Problem description —
Copy out lines with the word "OSIJEK" from the material that follows.

Task inputs below:

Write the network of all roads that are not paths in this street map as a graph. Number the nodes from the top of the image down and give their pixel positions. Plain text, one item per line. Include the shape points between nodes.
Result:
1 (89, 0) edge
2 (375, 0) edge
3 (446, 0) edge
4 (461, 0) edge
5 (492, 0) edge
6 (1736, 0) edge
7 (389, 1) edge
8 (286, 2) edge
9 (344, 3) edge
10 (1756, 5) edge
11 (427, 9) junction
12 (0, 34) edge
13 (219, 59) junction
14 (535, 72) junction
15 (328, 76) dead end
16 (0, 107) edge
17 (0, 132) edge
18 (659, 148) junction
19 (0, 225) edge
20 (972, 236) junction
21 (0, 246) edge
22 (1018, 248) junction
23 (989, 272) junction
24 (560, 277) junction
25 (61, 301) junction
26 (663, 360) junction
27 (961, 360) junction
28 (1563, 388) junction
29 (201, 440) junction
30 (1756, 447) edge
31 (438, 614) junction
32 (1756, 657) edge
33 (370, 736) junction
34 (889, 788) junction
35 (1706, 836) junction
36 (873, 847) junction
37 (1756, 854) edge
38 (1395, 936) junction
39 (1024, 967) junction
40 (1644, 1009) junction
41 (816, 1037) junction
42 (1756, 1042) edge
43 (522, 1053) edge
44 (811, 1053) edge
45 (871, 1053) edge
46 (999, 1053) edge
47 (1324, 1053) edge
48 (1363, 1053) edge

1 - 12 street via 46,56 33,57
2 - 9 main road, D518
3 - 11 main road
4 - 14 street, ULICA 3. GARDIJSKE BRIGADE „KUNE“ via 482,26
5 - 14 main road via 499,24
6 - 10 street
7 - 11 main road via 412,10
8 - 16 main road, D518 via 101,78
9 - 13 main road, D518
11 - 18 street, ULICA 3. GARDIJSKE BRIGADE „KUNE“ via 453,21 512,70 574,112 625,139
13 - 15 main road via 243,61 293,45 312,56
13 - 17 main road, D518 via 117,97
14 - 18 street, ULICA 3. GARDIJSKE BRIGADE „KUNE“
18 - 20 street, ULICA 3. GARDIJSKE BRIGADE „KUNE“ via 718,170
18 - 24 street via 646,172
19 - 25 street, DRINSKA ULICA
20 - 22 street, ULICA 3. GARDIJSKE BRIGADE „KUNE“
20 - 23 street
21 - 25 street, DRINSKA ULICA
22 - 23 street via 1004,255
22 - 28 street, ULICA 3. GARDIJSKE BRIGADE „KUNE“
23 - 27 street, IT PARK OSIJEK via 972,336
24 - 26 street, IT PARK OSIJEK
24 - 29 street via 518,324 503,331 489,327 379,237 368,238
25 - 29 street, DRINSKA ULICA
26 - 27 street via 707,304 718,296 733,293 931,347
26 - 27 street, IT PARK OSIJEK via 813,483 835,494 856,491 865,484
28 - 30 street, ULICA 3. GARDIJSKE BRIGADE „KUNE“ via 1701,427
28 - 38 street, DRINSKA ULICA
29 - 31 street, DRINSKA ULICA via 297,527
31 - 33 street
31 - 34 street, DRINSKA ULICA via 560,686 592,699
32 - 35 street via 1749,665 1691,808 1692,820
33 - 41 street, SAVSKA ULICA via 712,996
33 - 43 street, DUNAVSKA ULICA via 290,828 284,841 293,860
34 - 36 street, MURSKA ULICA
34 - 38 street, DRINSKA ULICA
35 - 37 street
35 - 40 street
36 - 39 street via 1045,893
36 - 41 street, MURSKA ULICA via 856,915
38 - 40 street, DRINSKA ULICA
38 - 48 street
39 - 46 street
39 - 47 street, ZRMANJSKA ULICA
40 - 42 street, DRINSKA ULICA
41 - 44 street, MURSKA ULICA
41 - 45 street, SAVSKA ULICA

End of Task inputs.

Response box —
23 - 27 street, IT PARK OSIJEK via 972,336
24 - 26 street, IT PARK OSIJEK
26 - 27 street, IT PARK OSIJEK via 813,483 835,494 856,491 865,484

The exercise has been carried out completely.